In April 2000, just after the dotcom peak, I sold the last stock I'll ever own. That is, aside from Precious Metal miners - which comprised all of my portfolio from 2002-2008; half of it from 2008-2011 - when I sold miners, to "move up the totem pole of safety" to physical Precious Metals; and ZERO from 2011 on (just before I joined Miles Franklin, one of the nation's oldest, largest bullion dealers - when I not only went 100% physical, but became the most vocally anti-mining stock prognosticator in the Precious Metals space. After having learned how catastrophically dangerous mining stocks are, for a variety of reasons I'm not going to rehash here, I realized that the sky-high risk of owning mining stocks wasn't wroth the potential reward - for one, because most miners have proven, over time, to decidedly NOT be "leveraged proxies" of gold and silver prices (with the exception of a handful of VERY small time windows); and more importantly, because when the gold Cartel is inevitably overwhelmed - just as the "London Gold Pool" was in 1968 - gold and silver prices' rise will dwarf that of nearly all bull markets in history, WITHOUT the myriad, monstrous risks of mining shares.

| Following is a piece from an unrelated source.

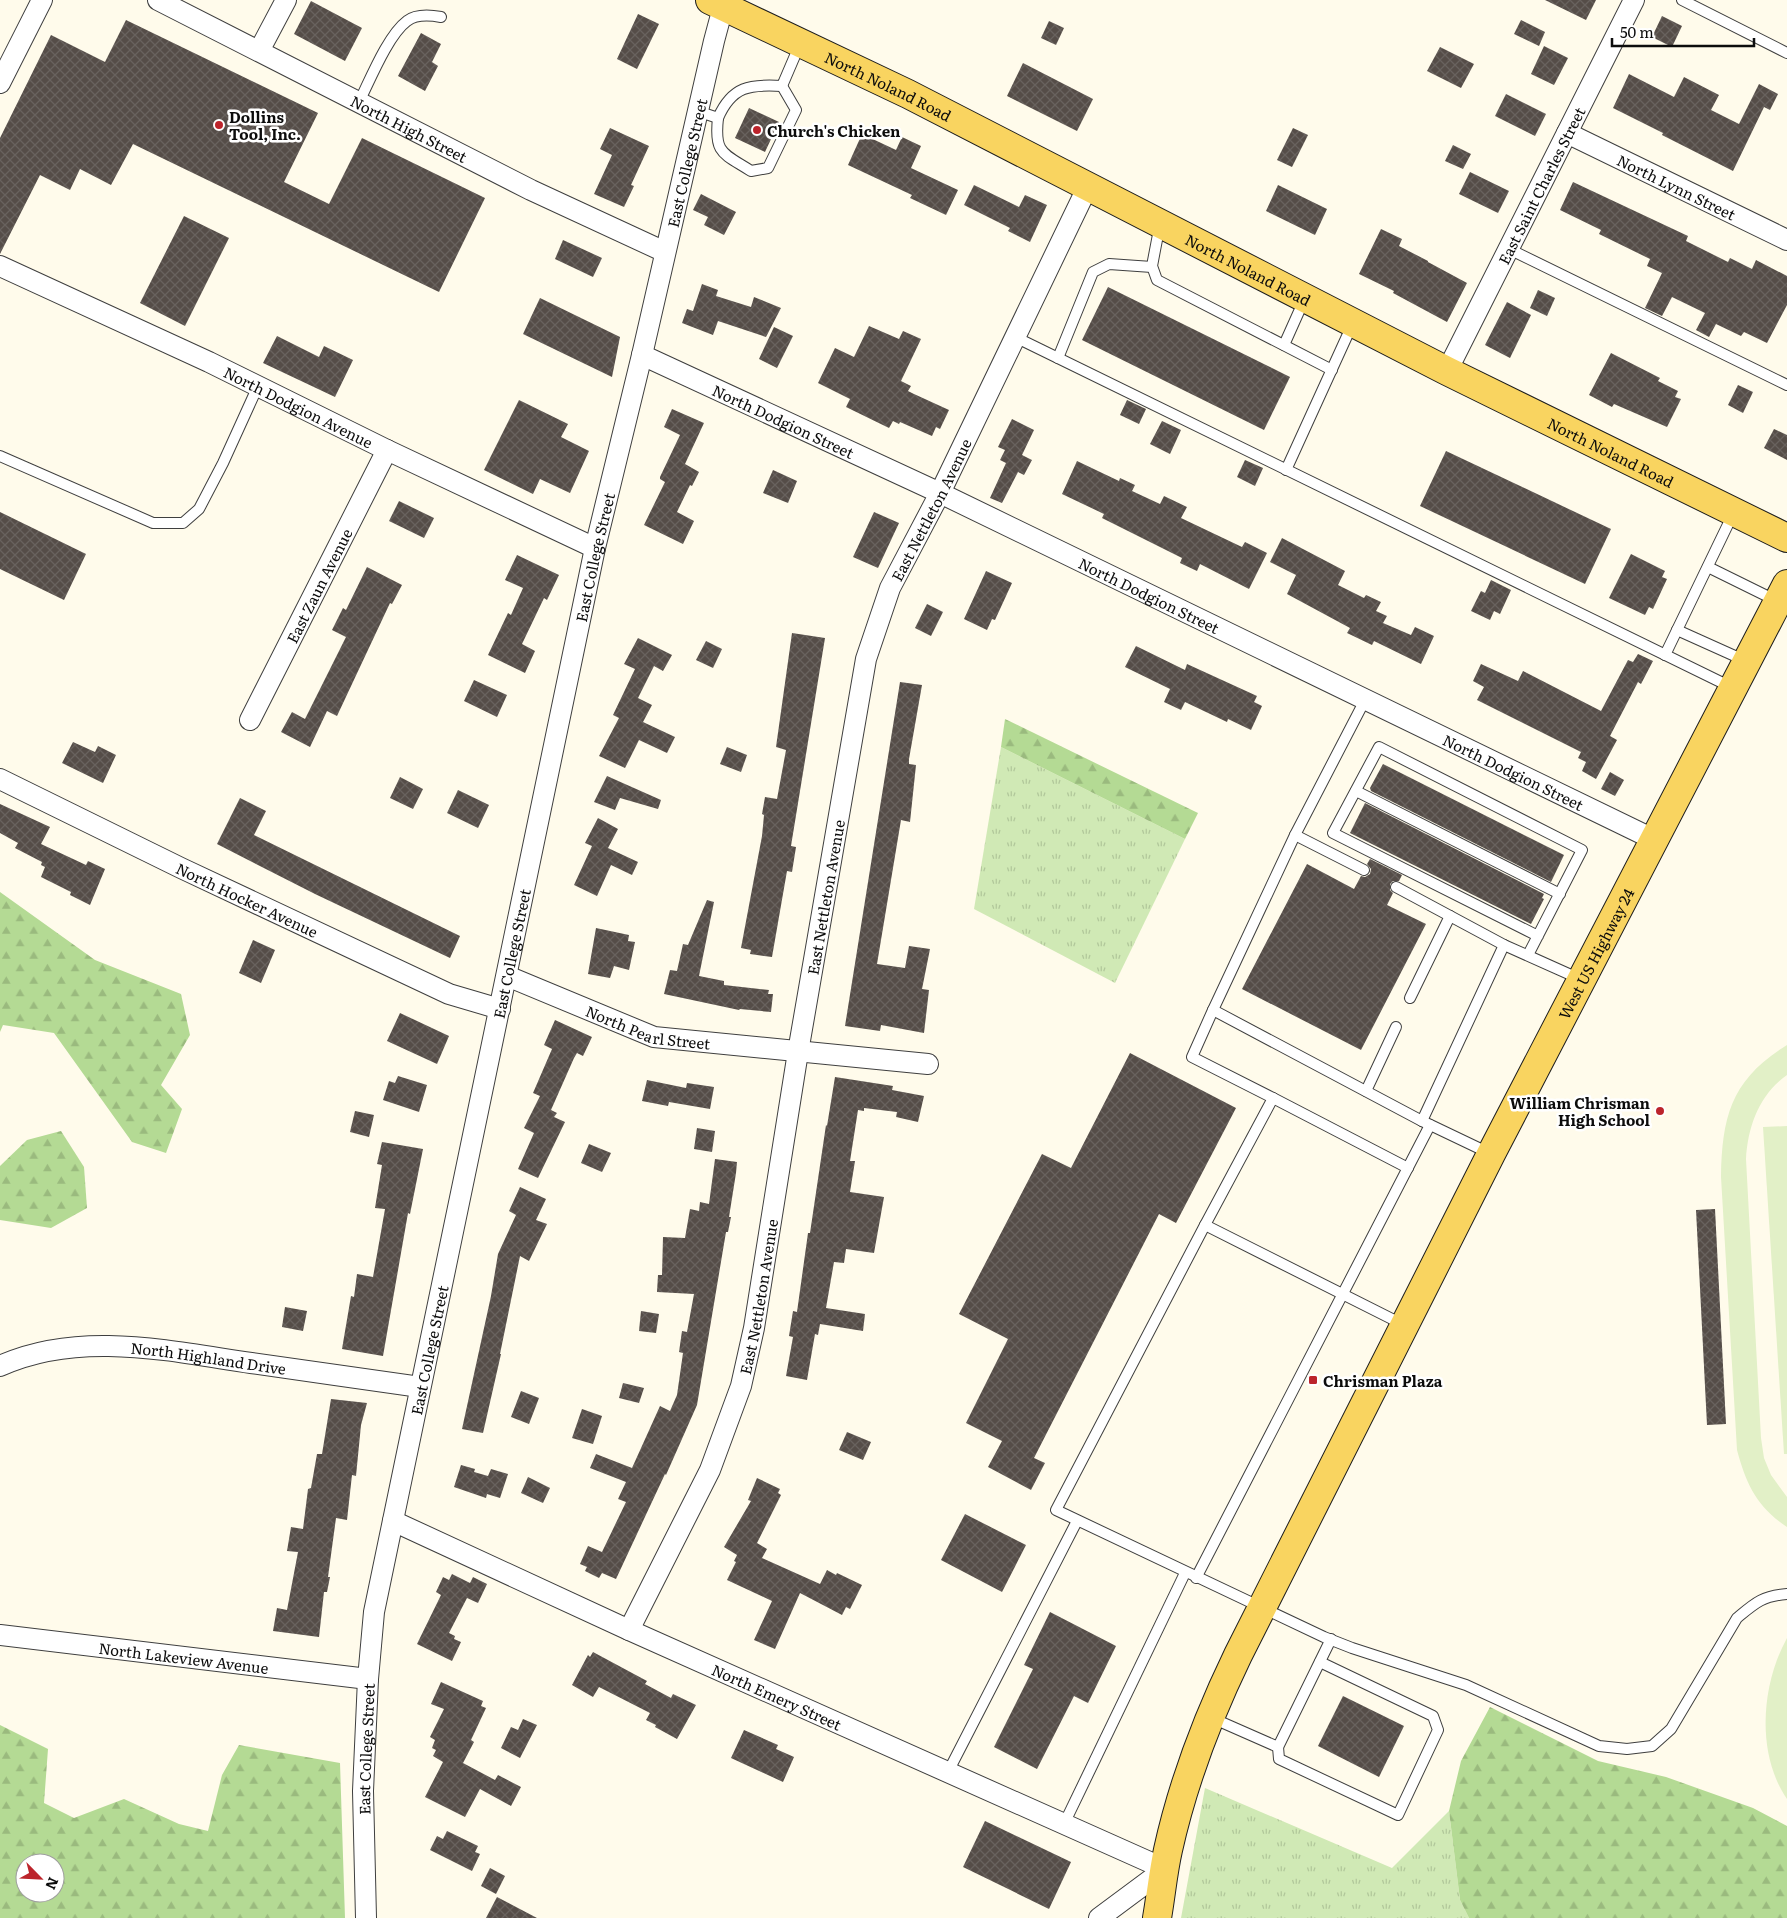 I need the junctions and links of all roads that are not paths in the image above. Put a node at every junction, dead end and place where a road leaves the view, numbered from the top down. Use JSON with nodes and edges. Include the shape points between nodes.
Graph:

Now that I'm older - 46, married, and a father, versus 29 and single when the dotcom bubble burst - I'm decidedly wiser; and equally decidedly, more conservative. This is why, until Bitcoin arrived, I have not owned ANY assets other than physical gold and silver, my home, and a tiny bit of cash - NOT at an insolvent, "bail-in-able" bank, but the Charles Schwab brokerage.

Quite obviously, Bitcoin's volatility is amongst the highest of any asset class. However, for such a nascent technology - with so many moving parts; and opinions regarding its future - from a "spectacular failure," to "the future of money" and "digital gold" - that should be expected. No less, because its float is so low, with just 16 million coins in existence - of which, less than half are likely available-for-sale. However, "volatility" is not a bad thing when you are a hoddler, and the primary trend is UP. Not to mention, when it's VERY up - as in, the price has more than sextupled in the past 18 months. Frankly, I find it comical when Bitcoin detractors claim it can't be money because it's volatile - given that, as it continues to prove its worth over time, the price will of course be less volatile - and oh yeah, significantly higher. From my perspective, Bitcoin has acquired true monetary value faster than any asset in global history - including gold, which took decades, if not centuries, to become universally valued and accepted. Moreover, if its scaling issues are resolved reasonably, it could easily be viewed as money by EVERYONE, in the VERY near-term.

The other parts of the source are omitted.